─── Records supplied ───

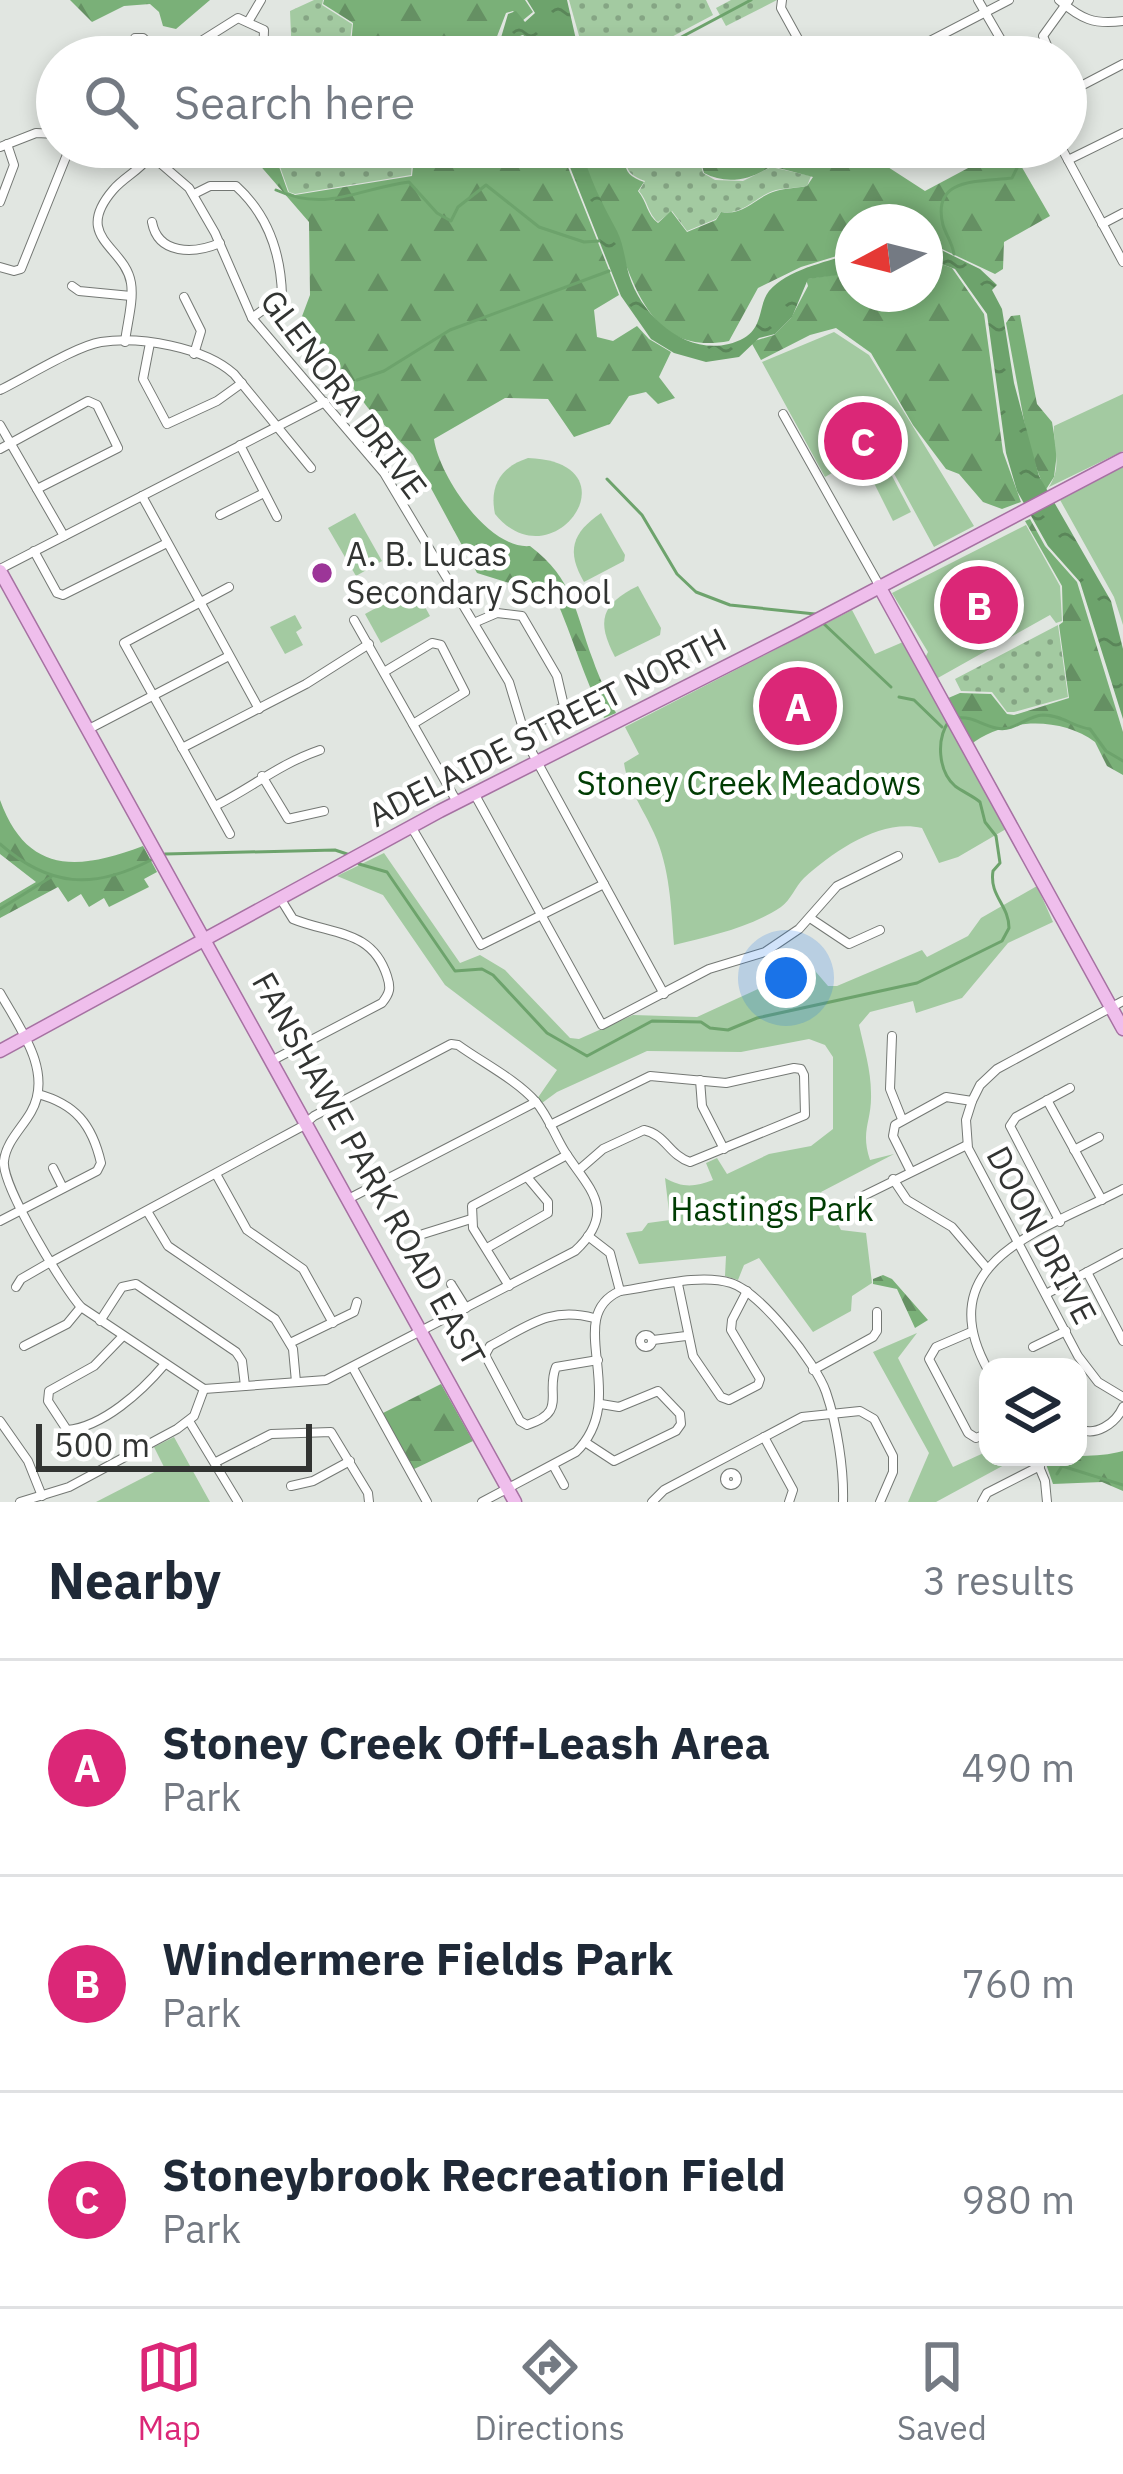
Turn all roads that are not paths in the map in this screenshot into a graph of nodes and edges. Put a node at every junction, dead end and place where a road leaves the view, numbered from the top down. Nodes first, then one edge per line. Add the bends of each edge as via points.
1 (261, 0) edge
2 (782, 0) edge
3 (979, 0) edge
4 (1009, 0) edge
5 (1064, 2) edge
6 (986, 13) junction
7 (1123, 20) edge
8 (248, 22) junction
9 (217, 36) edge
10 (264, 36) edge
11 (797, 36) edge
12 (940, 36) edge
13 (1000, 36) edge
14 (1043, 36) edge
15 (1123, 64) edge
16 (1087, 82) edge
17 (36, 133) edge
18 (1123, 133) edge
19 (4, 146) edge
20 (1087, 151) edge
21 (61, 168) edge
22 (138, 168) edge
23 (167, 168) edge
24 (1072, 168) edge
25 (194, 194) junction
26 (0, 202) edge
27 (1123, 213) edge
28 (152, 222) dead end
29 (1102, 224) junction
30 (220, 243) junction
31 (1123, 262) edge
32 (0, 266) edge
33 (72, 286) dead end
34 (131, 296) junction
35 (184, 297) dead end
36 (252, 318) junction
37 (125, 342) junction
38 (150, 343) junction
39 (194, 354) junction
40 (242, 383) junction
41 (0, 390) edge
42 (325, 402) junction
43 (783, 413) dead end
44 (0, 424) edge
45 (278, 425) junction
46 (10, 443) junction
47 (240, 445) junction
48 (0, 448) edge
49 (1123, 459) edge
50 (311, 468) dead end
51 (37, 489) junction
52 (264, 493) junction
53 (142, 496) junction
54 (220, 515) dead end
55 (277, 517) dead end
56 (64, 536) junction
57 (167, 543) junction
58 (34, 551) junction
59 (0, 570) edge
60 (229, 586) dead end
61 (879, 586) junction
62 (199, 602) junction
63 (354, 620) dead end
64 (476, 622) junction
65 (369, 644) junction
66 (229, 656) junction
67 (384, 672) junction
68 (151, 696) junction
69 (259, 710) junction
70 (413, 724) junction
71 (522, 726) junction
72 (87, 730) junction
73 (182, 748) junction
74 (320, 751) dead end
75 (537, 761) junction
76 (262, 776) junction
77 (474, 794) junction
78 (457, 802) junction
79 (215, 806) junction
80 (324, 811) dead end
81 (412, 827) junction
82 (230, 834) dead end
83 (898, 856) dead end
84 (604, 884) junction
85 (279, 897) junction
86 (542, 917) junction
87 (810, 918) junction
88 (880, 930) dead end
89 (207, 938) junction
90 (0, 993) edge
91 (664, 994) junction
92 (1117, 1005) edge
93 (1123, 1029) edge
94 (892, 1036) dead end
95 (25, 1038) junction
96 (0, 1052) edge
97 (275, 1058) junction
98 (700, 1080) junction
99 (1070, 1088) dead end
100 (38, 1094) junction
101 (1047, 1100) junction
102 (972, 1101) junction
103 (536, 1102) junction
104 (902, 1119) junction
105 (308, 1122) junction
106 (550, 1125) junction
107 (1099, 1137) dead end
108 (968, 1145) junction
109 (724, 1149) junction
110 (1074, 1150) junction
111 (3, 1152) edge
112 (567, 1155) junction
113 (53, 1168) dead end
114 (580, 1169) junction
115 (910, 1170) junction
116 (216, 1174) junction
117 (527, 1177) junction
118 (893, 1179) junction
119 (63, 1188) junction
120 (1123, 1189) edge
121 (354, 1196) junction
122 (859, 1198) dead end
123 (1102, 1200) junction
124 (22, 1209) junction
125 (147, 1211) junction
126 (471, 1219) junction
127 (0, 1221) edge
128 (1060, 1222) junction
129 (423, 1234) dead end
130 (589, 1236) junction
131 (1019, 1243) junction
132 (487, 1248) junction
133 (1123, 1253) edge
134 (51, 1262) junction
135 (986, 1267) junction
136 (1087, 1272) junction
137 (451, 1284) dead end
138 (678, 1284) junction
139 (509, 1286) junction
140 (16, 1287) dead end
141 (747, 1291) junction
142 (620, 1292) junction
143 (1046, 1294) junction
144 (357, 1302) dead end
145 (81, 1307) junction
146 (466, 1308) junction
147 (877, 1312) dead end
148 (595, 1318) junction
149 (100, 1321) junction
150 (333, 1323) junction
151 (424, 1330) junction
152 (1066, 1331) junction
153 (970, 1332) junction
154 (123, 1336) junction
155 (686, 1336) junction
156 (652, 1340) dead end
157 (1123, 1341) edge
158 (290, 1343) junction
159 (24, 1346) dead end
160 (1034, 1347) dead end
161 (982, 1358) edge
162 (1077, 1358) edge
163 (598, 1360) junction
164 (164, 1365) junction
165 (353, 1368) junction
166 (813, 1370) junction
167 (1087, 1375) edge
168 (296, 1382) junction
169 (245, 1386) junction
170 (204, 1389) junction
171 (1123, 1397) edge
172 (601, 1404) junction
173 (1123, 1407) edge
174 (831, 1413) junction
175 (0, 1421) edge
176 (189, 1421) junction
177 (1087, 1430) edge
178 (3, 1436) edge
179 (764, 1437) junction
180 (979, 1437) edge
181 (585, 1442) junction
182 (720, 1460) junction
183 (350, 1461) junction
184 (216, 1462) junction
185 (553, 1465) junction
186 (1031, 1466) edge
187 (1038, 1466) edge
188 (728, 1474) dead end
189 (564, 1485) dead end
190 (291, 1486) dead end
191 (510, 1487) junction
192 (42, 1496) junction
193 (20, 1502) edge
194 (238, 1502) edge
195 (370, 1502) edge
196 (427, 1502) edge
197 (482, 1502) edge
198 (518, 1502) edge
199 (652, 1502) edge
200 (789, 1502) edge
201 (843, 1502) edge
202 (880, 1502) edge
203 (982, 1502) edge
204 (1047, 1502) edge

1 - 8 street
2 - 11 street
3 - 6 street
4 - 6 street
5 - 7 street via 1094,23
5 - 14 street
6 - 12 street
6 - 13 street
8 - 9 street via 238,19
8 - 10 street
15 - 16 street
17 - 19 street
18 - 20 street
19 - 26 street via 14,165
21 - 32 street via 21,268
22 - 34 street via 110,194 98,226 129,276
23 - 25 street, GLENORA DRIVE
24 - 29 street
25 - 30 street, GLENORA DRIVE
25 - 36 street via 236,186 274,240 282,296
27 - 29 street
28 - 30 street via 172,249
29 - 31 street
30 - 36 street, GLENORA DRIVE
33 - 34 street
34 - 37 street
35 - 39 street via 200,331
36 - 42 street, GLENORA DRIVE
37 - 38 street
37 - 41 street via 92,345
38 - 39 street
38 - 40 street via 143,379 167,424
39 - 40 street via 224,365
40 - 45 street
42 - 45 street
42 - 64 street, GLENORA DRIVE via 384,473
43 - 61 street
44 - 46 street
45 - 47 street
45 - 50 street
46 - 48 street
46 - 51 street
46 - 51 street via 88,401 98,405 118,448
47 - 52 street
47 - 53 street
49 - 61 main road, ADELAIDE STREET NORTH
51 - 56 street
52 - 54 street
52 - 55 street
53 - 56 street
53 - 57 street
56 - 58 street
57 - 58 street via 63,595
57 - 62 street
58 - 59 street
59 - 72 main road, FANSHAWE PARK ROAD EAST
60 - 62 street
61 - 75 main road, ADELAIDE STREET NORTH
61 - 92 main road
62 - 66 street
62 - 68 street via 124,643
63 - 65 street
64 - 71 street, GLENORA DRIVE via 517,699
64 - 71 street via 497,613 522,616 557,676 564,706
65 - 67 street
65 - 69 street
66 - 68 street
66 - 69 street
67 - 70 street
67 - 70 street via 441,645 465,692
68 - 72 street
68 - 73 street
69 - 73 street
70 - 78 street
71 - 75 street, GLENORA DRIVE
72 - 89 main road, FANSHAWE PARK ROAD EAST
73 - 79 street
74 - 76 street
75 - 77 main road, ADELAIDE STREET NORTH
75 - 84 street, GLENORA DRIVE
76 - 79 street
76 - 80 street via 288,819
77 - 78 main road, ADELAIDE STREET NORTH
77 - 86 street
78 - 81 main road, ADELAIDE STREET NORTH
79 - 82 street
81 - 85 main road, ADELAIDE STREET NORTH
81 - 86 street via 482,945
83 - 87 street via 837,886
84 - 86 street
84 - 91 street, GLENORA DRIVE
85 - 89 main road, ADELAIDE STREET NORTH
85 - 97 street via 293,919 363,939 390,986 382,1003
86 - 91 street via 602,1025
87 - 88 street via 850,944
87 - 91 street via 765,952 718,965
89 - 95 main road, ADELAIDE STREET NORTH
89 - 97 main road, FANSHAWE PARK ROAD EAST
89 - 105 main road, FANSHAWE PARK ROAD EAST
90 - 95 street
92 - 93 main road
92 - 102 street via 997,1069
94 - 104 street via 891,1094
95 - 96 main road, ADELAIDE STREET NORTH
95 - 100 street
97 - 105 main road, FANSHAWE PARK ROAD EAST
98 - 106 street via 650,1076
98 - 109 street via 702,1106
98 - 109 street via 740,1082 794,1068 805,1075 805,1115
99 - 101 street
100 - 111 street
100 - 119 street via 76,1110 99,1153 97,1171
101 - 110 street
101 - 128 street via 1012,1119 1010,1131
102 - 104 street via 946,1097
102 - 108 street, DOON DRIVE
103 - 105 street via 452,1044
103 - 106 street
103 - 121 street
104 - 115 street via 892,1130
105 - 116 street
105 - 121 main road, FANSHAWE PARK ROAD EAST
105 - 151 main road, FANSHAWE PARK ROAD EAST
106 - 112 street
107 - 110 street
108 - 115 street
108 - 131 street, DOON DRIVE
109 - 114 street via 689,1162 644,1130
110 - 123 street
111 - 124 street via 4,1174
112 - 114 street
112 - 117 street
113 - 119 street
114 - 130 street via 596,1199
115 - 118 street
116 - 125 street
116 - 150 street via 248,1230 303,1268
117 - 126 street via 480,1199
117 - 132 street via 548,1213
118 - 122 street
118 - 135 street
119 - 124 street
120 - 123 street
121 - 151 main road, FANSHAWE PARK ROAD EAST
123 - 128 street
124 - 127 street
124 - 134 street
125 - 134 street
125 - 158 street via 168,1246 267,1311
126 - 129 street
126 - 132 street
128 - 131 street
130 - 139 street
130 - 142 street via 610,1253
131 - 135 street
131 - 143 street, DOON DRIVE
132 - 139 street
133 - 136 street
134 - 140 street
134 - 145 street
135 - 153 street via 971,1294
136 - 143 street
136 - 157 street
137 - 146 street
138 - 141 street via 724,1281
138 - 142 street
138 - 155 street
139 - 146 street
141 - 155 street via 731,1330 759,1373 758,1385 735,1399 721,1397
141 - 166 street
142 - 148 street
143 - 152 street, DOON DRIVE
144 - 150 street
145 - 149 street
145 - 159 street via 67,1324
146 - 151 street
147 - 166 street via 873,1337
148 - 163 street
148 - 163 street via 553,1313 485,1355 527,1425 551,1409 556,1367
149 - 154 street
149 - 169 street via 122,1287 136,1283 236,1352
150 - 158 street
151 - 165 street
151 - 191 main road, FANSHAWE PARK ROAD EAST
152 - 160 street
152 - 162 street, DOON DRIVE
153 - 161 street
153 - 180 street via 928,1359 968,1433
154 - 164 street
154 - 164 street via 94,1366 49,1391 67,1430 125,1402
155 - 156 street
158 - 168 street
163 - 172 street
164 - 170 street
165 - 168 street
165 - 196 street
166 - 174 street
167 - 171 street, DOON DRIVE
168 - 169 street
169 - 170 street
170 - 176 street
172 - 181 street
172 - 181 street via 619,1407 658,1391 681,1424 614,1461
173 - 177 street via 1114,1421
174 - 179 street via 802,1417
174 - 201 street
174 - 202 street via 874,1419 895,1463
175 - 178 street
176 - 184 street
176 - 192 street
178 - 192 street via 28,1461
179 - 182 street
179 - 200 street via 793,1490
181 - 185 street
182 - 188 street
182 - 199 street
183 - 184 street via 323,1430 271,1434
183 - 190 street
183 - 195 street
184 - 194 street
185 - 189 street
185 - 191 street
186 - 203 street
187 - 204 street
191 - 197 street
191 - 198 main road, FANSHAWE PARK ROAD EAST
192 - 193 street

───

**Assignment:**
Lines from the records above that hold "EAST" are the ones to list.

**Answer box:**
59 - 72 main road, FANSHAWE PARK ROAD EAST
72 - 89 main road, FANSHAWE PARK ROAD EAST
89 - 97 main road, FANSHAWE PARK ROAD EAST
89 - 105 main road, FANSHAWE PARK ROAD EAST
97 - 105 main road, FANSHAWE PARK ROAD EAST
105 - 121 main road, FANSHAWE PARK ROAD EAST
105 - 151 main road, FANSHAWE PARK ROAD EAST
121 - 151 main road, FANSHAWE PARK ROAD EAST
151 - 191 main road, FANSHAWE PARK ROAD EAST
191 - 198 main road, FANSHAWE PARK ROAD EAST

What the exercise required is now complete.